11/10/2015 12:08 EST | Updated 11/10/2016 05:12 EST

Montreal Sewage Dump Begins Wednesday, Denis Coderre Says

MONTREAL — The City of Montreal says it will begin dumping eight billion litres of untreated sewage into the St. Lawrence River on Wednesday after it agreed to conform its discharge plan to the federal government's conditions.

Mayor Denis Coderre told reporters on Tuesday the dump will begin Wednesday morning at 12:01 a.m. and last about a week.

On Monday, Environment Minister Catherine McKenna said she would permit the dump as long as the city implemented a series of risk-mitigating measures to limit the effect of the sewage on the river.

Coderre says Montreal will meet all the requirements, such as keeping a closer eye on the discharge plume, creating an emergency protocol for unintended problems as well as clean-up plan for areas affected by the sewage.

Coderre maintains the controlled release of waste water is necessary in order to complete repairs on an aging interceptor sewer that feeds sewage to a treatment facility.

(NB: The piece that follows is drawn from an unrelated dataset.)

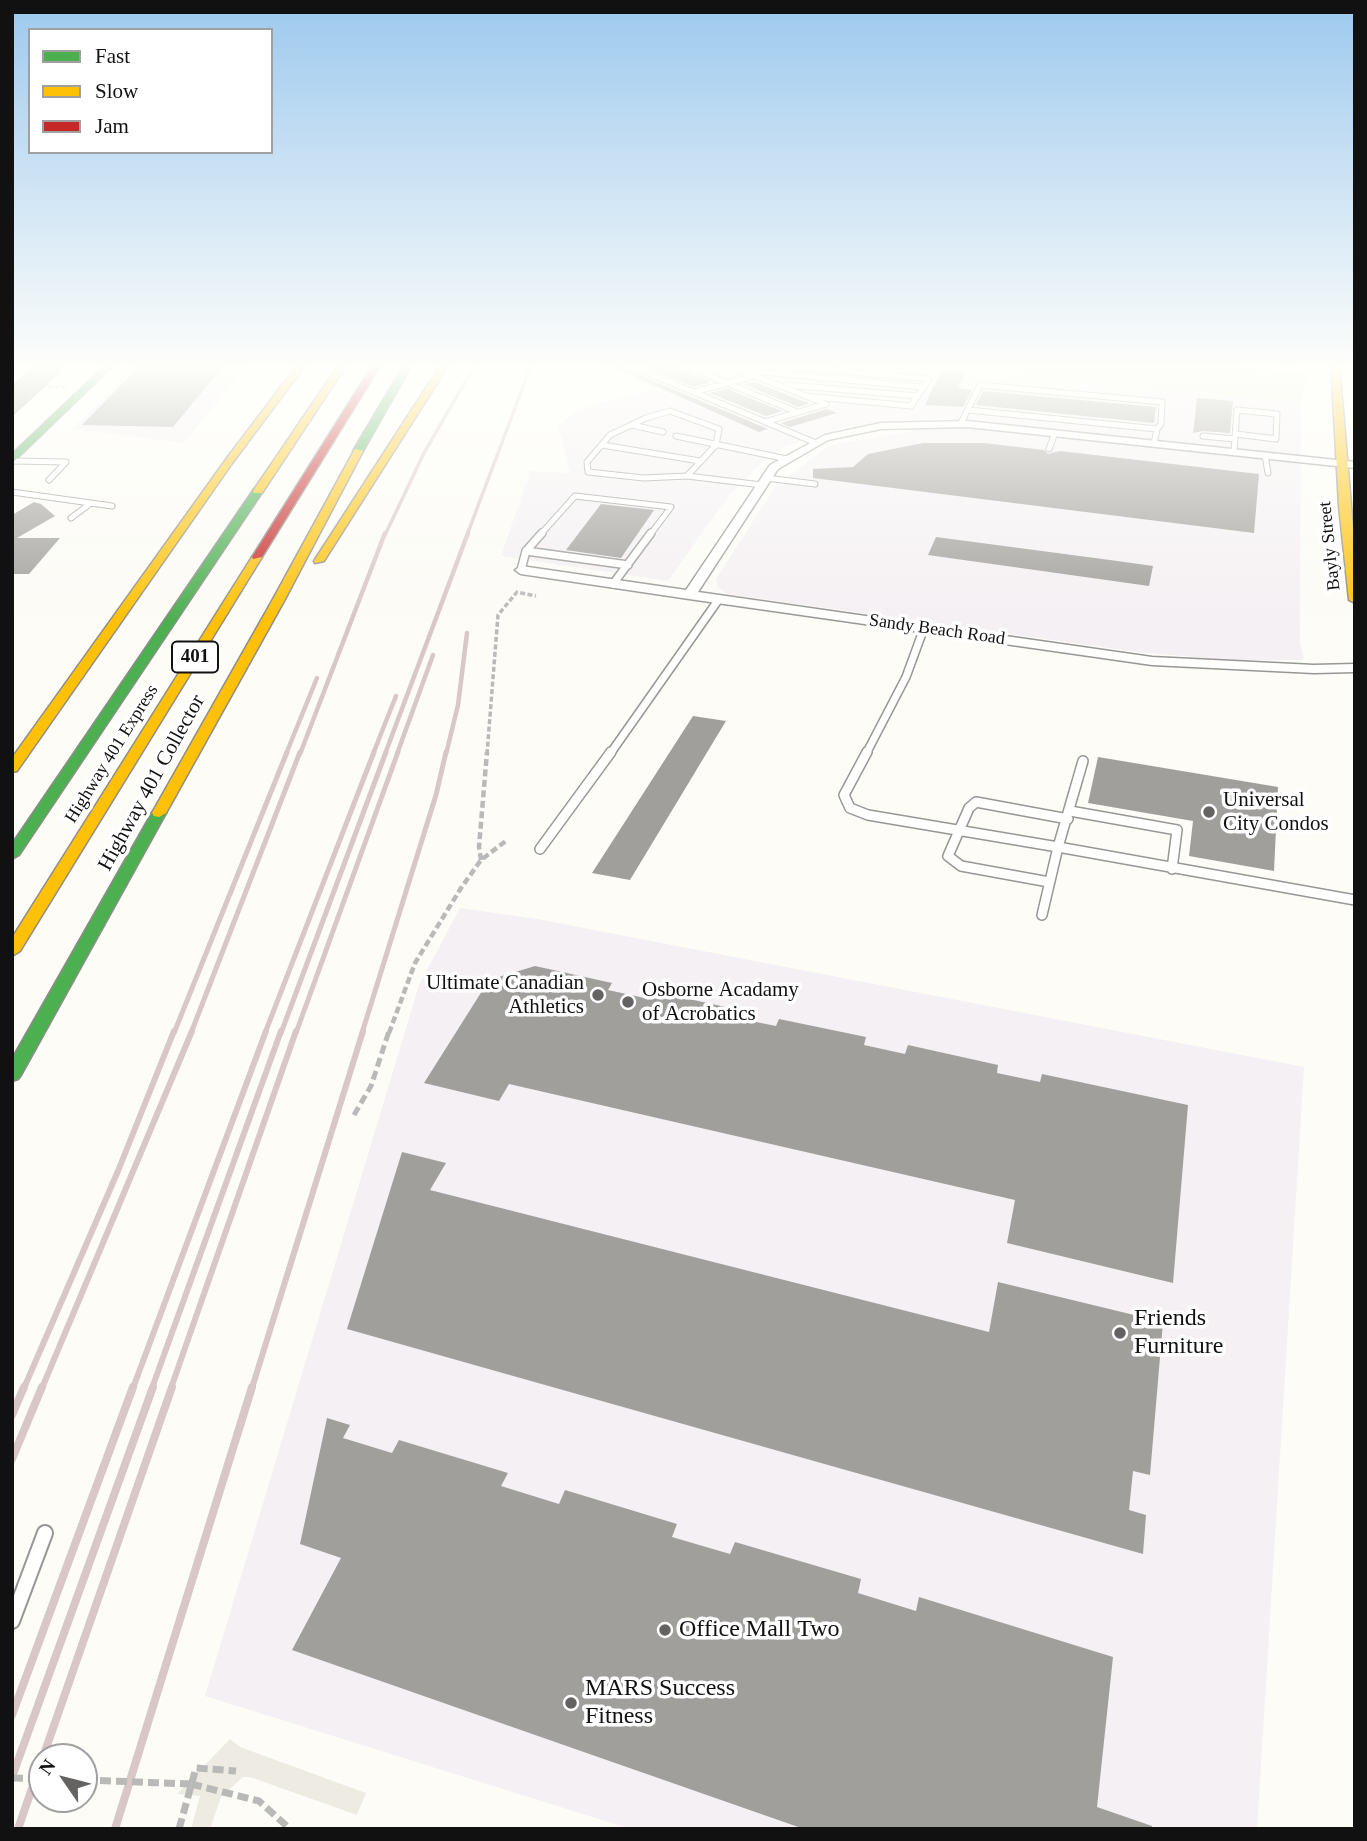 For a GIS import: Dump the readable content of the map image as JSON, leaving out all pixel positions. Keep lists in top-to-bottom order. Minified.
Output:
{"streets":{"main road":["Bayly Street","401","Highway 401 Express","Highway 401 Collector"],"street":["Sandy Beach Road"]},"places":["Universal City Condos","Ultimate Canadian Athletics","Osborne Acadamy of Acrobatics","Friends Furniture","Office Mall Two","MARS Success Fitness"],"legend":["Fast","Slow","Jam"],"north":"top left"}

Part of the work includes relocating a snow chute.

"Nobody is pleased (but this is) the only option we had; this is the reason why (we have to dump the water)," Coderre told a news conference on Tuesday.

The project has been endorsed by experts from all levels of government who agree with Coderre that a planned and monitored discharge of sewage into the river is better than an unplanned one.

Should a sewer break during the winter, spring or summer months and leak untreated water into the river the toxicity could seriously affect fish reproduction cycles, scientists warned.

McKenna asked the city keep tabs on the water quality before, during and after the discharge and give the data to the federal government.

Citizens are being asked not to flush certain items during the dumping period such as condoms, medications and tampons.

Asked what Montrealers can expect to see and smell, Richard Fontaine, the head of city's waste water management, said there should be no noticeable impact given the colder water.

"You should have no odour and it'll be very hard to see something," Fontaine said. "There is a lot of monitoring that will be done to check exactly that, but in terms of what you'll see or what you'll smell, it won't be much different than today."

As of midnight, sewers will shut down valves and gates and divert what flows into the interceptor into outflow areas, Fontaine said, adding it will take eight-to-14 hours to dry out the sewer after which the infrastructure work will begin.

"Our maximum time frame is seven days, that is not negotiable," Fontaine said. "The objective is maximum seven and if we can do better, we will."